SECRETARY BLINKEN: Thank you very much. As the last speaker, I'm probably the only thing standing between you and a coffee break, so - and let me just say to everyone here, welcome to High-Level Week at the UN General Assembly. As a veteran of that week - I've done it many times before - I just have three words of advice to everyone in this room: Take the subway. (Laughter.) I want to at least be helpful today.
Look, as you look at - for all of us, and for my colleagues in particular, this event - this week is full of events, and if we were to do everything that we've been invited to do, there wouldn't be enough hours in the day. So in many ways, the schedules that we do have reflect what's genuinely important to us and to the governments we represent. And so I think our presence here today is a reflection of the value that we give to this issue and to the Freedom Online Coalition.
I just want to thank, first, Ambassador Tahzib. Thank you, to you, to the Netherlands, for chairing the Freedom Online Coalition this year, for hosting all of us here today. We're also grateful to Estonia, to my friend - a leader, of course, in digital governance for serving as the chair next year.
To the fellow members of this coalition and to partners from civil society, from the United Nations, from the private sector - thank you for joining us today.
From day one, President Biden has made defending democracy at home and around the world a core priority for his administration. In the fight for our democracies in the 21st century, the frontlines are increasingly online.
Around the world, authoritarian regimes are weaponizing technology to censor, surveil, to repress their citizens. Meanwhile, citizens and civil society groups use social media and online messaging to organize, to wield smartphones to document human rights abuses, to share them with the entire world.
The United States is committed to ensuring that digital technologies enhance the rights and the privacy of our people and expand broad-based opportunity.
We're determined to work with fellow democracies to realize that goal. That's why, at the first Summit for Democracy in 2021, we pledged to reinvigorate the Freedom Online Coalition, to double down on our shared efforts to safeguard and advance a free and open internet. And that's exactly what the coalition has done.
Over the past four years, we've grown from 32 members to 41. We welcome Cabo Verde, Slovenia, and Colombia just this year, as well as Taiwan as an observer.
Together, this coalition is enhancing internet freedom and combating censorship.

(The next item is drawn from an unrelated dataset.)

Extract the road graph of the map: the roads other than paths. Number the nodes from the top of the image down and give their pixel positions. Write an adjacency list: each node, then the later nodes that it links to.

For example, the United States, Germany, Estonia have supported the Open Technology Fund to help millions of people acquire virtual private networks, or VPNs, and other tools to circumvent firewalls, internet shutdowns - empowering activists, journalists from Russia to Iran to Cuba.
The coalition is also taking steps to curb digital surveillance. We've worked together to define guardrails for the use of surveillance technologies by governments. We've mobilized 17 nations who are committed to countering the misuse and abuse of commercial spyware. The United States has worked to lead by example, including imposing visa restrictions and sanctions against companies and individuals who exploit these technologies.

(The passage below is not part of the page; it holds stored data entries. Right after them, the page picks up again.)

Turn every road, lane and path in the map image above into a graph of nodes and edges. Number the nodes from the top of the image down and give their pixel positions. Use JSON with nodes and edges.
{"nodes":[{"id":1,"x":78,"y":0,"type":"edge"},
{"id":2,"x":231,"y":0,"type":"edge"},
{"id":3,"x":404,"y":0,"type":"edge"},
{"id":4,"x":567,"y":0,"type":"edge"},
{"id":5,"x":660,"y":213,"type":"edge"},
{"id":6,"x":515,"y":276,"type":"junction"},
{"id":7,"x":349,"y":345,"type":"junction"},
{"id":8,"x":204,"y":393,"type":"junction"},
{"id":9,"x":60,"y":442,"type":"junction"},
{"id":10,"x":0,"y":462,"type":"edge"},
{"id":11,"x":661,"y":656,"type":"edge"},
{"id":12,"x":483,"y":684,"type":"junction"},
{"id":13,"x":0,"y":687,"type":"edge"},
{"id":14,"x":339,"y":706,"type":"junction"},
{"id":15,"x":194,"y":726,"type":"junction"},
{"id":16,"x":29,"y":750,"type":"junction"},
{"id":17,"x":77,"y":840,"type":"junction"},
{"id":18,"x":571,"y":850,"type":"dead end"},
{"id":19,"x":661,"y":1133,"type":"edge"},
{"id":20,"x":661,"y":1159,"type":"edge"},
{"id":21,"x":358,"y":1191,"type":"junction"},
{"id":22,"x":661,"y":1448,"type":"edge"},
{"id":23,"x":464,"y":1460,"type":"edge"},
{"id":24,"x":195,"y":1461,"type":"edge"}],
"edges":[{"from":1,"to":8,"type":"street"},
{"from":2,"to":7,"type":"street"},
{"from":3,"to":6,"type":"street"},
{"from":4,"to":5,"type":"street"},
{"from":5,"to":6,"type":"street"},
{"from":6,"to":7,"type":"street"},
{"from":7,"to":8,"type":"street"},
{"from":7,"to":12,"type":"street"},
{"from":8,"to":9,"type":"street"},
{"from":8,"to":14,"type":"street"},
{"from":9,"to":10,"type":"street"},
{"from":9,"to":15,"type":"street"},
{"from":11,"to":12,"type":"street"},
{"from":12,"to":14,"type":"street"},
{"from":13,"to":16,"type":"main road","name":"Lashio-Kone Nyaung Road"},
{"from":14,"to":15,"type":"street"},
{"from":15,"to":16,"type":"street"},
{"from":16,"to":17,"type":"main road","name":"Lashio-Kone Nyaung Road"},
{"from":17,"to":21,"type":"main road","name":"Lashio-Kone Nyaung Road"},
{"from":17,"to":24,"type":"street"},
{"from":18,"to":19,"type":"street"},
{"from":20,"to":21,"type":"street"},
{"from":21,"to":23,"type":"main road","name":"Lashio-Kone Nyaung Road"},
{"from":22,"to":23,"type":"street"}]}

This coalition is also exchanging lessons on how to expose, how to disrupt, how to deter disinformation. Members are working to build a more resilient global information system and to hold accountable those seeking to undermine democratic elections.
Critically, we're shaping the frameworks and the rules for the responsible development and use of artificial intelligence - technology that, perhaps more than any other, will affect the future of freedoms, online and offline.
This year, the United States - with the support of members of this coalition - helped craft and put forward a landmark UN resolution to use safe, secure, trustworthy AI to promote sustainable development. Every member-state adopted that resolution, the first at the United Nations. Hopefully this sets a framework and sets a foundation going forward for AI.
A few weeks ago, we joined fellow democracies in signing the Council of Europe's AI Convention - the world's first multilateral treaty on AI and human rights.
Today, the Freedom Online Coalition is releasing a joint statement on responsible AI practices, spelling out how governments can procure and use artificial intelligence in a way that protects rights, safety, privacy for citizens. All of us should move swiftly to implement these principles, but also encourage partners beyond the coalition to do the same thing.
So I think we can take some pride in the progress that we've made. But I think each of us knows we cannot let up. This is such a fast-moving area, that standing still means getting behind. And authoritarian regimes are determined to co-opt and abuse technology to repress their people. We have to be equally determined in our mission to defend freedom online.
We look forward on the part of the United States to continuing this vital work together in the months and years to come. We know, as with virtually everything else we do, when we're doing it together, when we join forces - and not just among governments but with the private sector, with civil society, and NGOs - there's nothing we can't get done, if we share the determination to do it and do it together.
Thank you very much for everyone's work on this. Thank you. (Applause.)